Decreases in mitochondrial reactive oxygen species initiate GABA A receptor‐mediated electrical suppression in anoxia‐tolerant turtle neurons

Key points Anoxia induces hyper‐excitability and cell death in mammalian brain but in the western painted turtle ( Chrysemys picta bellii ) enhanced GABA transmission prevents injury. The mechanism responsible for increased GABA transmission is unknown; however, reactive oxygen species (ROS) generated by mitochondria may play a role because this is an oxygen‐sensitive process. In this study, we show that inhibition of mitochondrial ROS production is sufficient to initiate a redox‐sensitive GABA signalling cascade that suppresses pyramidal neuron action potential frequency.
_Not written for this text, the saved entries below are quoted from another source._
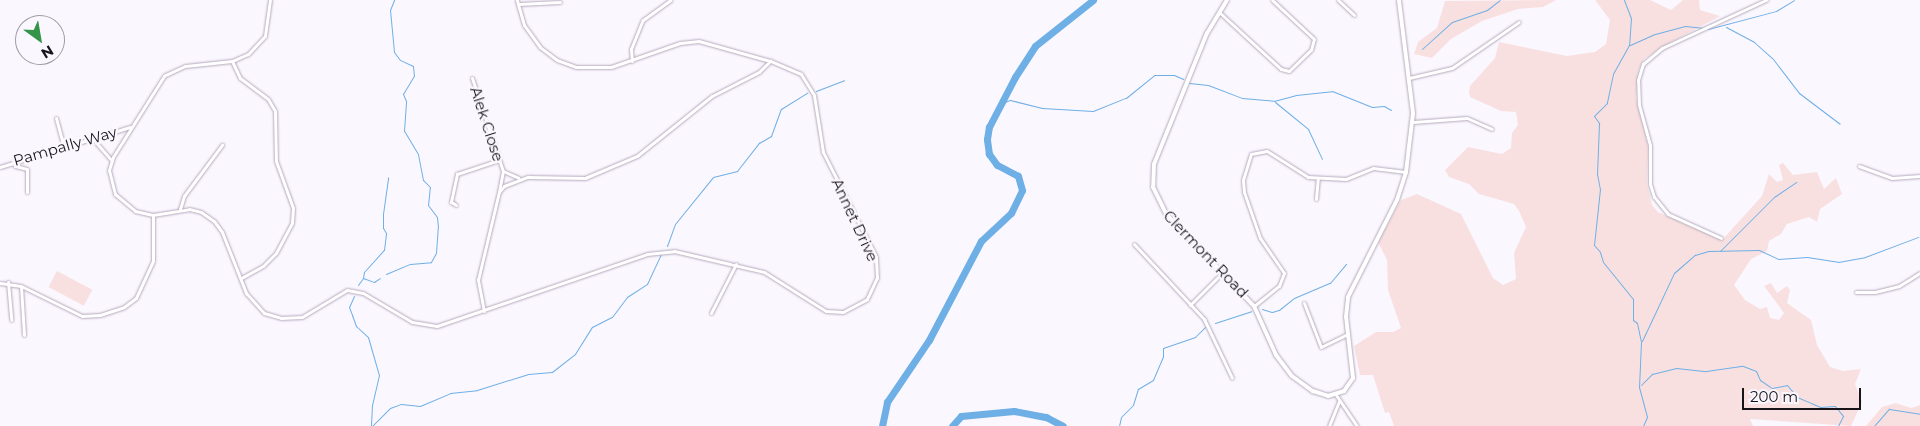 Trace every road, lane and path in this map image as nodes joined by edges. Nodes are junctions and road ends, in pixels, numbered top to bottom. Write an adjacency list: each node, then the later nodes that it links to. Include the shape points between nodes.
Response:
1 (270, 0): 13 (street, via 263,39 252,52)
2 (671, 0): 14 (street, via 643,20 632,49)
3 (1227, 0): 10 (street, Clermont Road)
4 (1274, 0): 10 (street, via 1314,40 1311,50 1289,70 1281,69)
5 (1338, 0): 11 (street)
6 (1399, 0): 17 (street)
7 (1766, 0): 43 (street, via 1671,43 1648,58 1639,75 1639,100 1650,141 1650,184 1654,197 1668,214)
8 (517, 2): 9 (street); 14 (street, Annet Drive, via 531,36 557,60 596,69)
9 (560, 2)
10 (1218, 12): 46 (street, Clermont Road, via 1154,164 1151,182 1163,210)
11 (1354, 15)
12 (1519, 22): 17 (street, via 1452,68)
13 (232, 61): 20 (street, via 185,66 166,74); 48 (street, via 240,78 264,95 275,110 277,167 293,208 292,223 276,253 263,266)
14 (632, 61): 15 (street, Annet Drive, via 680,43 698,41)
15 (770, 61): 35 (street, via 759,72 712,96 654,146 632,159 579,179); 45 (street, Annet Drive, via 796,70 811,87 820,146 876,257 877,278 863,303 843,312 831,312 812,304 764,272)
16 (472, 78): 27 (street, Alek Close)
17 (1408, 78): 19 (street)
18 (56, 118): 24 (street)
19 (1413, 122): 21 (street, via 1467,118); 33 (street)
20 (131, 126): 22 (street, Pampally Way); 26 (street)
21 (1492, 129)
22 (92, 139): 24 (street, Pampally Way); 26 (street)
23 (222, 145): 41 (street, via 184,196)
24 (64, 147): 28 (street, Pampally Way)
25 (2, 160): 29 (street)
26 (111, 160): 42 (street, via 110,178 119,199 135,211)
27 (499, 160): 32 (street, Alek Close); 40 (street, via 457,174 451,202)
28 (14, 161): 29 (street, Pampally Way); 37 (street, via 15,166 27,169)
29 (4, 164): 30 (street, Pampally Way)
30 (0, 166)
31 (1859, 166): 34 (street, via 1892,178)
32 (503, 171): 35 (street, Alek Close); 38 (street, Alek Close)
33 (1406, 172): 36 (street, via 1373,168 1348,179); 59 (street, via 1396,200 1349,292 1345,312)
34 (1920, 176)
35 (520, 178): 38 (street)
36 (1318, 178): 39 (street); 55 (street, via 1300,174 1267,151 1255,151 1248,158 1244,192 1260,238 1284,273 1279,286)
37 (27, 192)
38 (499, 192): 56 (street, Alek Close, via 478,280)
39 (1316, 199)
40 (456, 205)
41 (180, 209): 42 (street); 48 (street, via 201,212 214,221)
42 (153, 215): 51 (street, via 153,261 136,298 127,306 100,315 82,316)
43 (1721, 238)
44 (1134, 244): 54 (street)
45 (736, 264): 56 (street, Annet Drive, via 685,252 660,251); 57 (street)
46 (1223, 272): 54 (street); 55 (street, Clermont Road)
47 (1920, 273): 52 (street, via 1900,286 1876,292)
48 (240, 278): 56 (street, Annet Drive, via 256,308 281,318 305,316 340,293 354,291 427,327)
49 (8, 282): 50 (street); 51 (street); 58 (street)
50 (0, 283)
51 (21, 286): 60 (street)
52 (1856, 292)
53 (1304, 302): 59 (street, via 1321,347)
54 (1190, 305): 61 (street, via 1208,326)
55 (1254, 306): 62 (street, Clermont Road, via 1276,355 1292,376 1321,395)
56 (484, 311)
57 (711, 313)
58 (11, 320)
59 (1348, 334): 62 (street, via 1354,375 1348,387)
60 (24, 335)
61 (1232, 378)
62 (1336, 395): 63 (street)
63 (1340, 401): 64 (street); 65 (street)
64 (1329, 426)
65 (1357, 426) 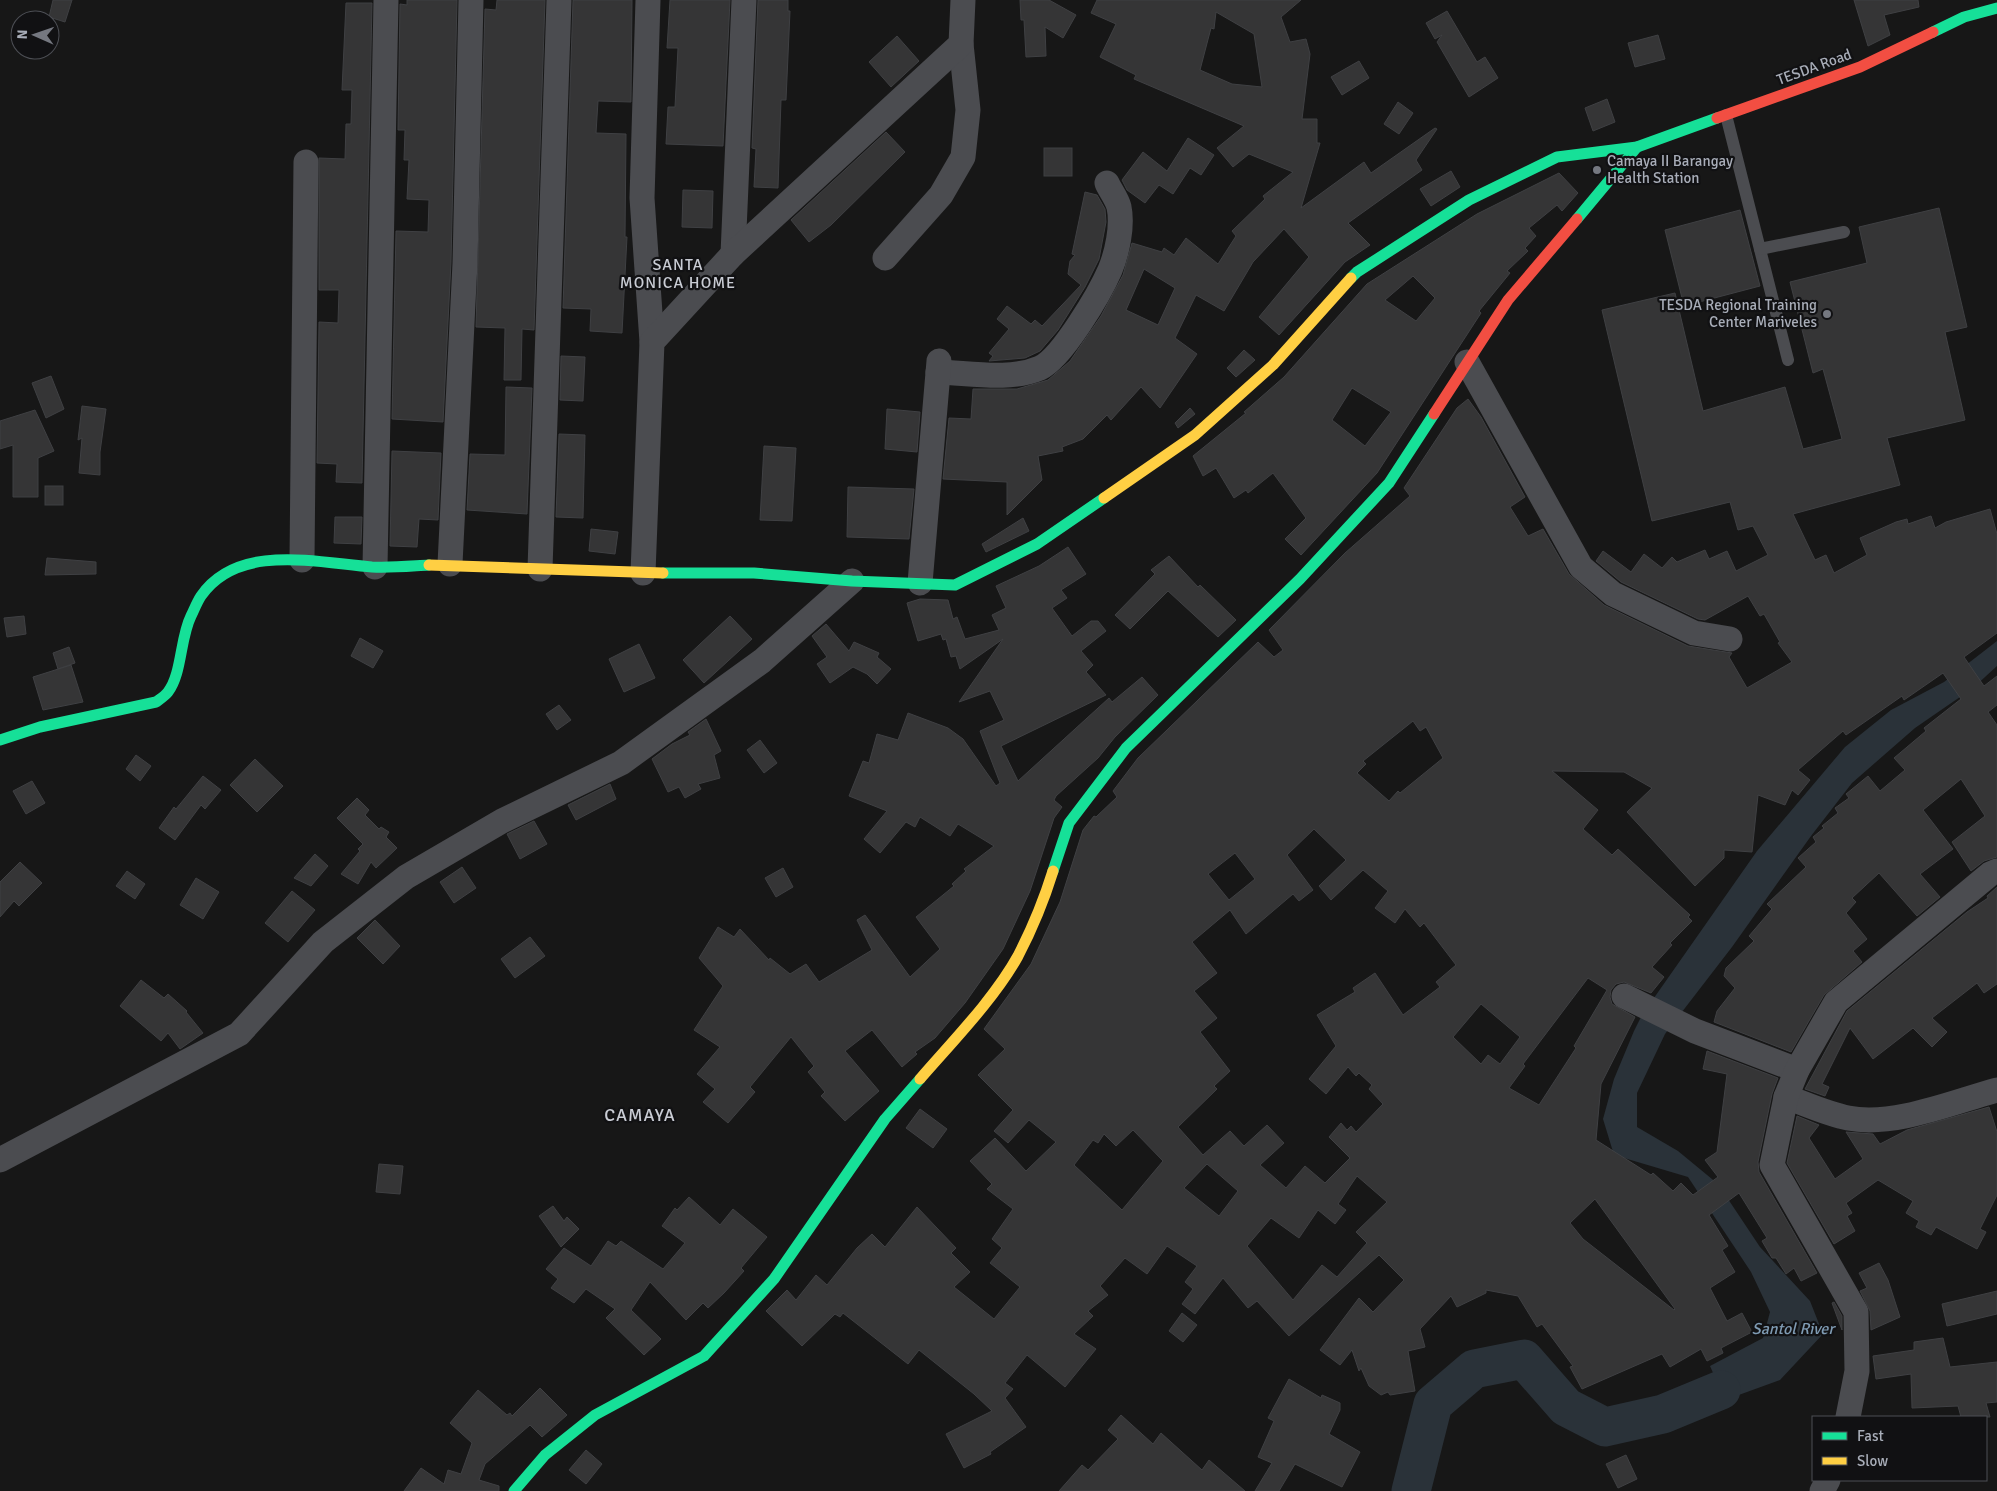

These results further our understanding of the turtle's unique strategy for reducing ATP consumption during anoxia and highlights a natural mechanism in which to explore therapies to protect mammalian brain from low‐oxygen insults (e.g. cerebral stroke).Abstract Anoxia induces hyper‐excitability and cell death in mammalian brain but in the anoxia‐tolerant western painted turtle ( Chrysemys picta bellii ) neuronal electrical activity is suppressed (i.e. spike arrest), adenosine triphosphate (ATP) consumption is reduced, and cell death does not occur. Electrical suppression is primarily the result of enhanced γ‐aminobutyric acid (GABA) transmission; however, the underlying mechanism responsible for initiating oxygen‐sensitive GABAergic spike arrest is unknown. In turtle cortical pyramidal neurons there are three types of GABA A receptor‐mediated currents: spontaneous inhibitory postsynaptic currents (IPSCs), giant IPSCs and tonic currents. The aim of this study was to assess the effects of reactive oxygen species (ROS) scavenging on these three currents since ROS levels naturally decrease with anoxia and may serve as a redox signal to initiate spike arrest. We found that anoxia, pharmacological ROS scavenging, or inhibition of mitochondrial ROS generation enhanced all three types of GABA currents, with tonic currents comprising ∼50% of the total current. Application of hydrogen peroxide inhibited all three GABA currents, demonstrating a reversible redox‐sensitive signalling mechanism. We conclude that anoxia‐mediated decreases in mitochondrial ROS production are sufficient to initiate a redox‐sensitive inhibitory GABA signalling cascade that suppresses electrical activity when oxygen is limited. This unique strategy for reducing neuronal ATP consumption during anoxia represents a natural mechanism in which to explore therapies to protect mammalian brain from low‐oxygen insults.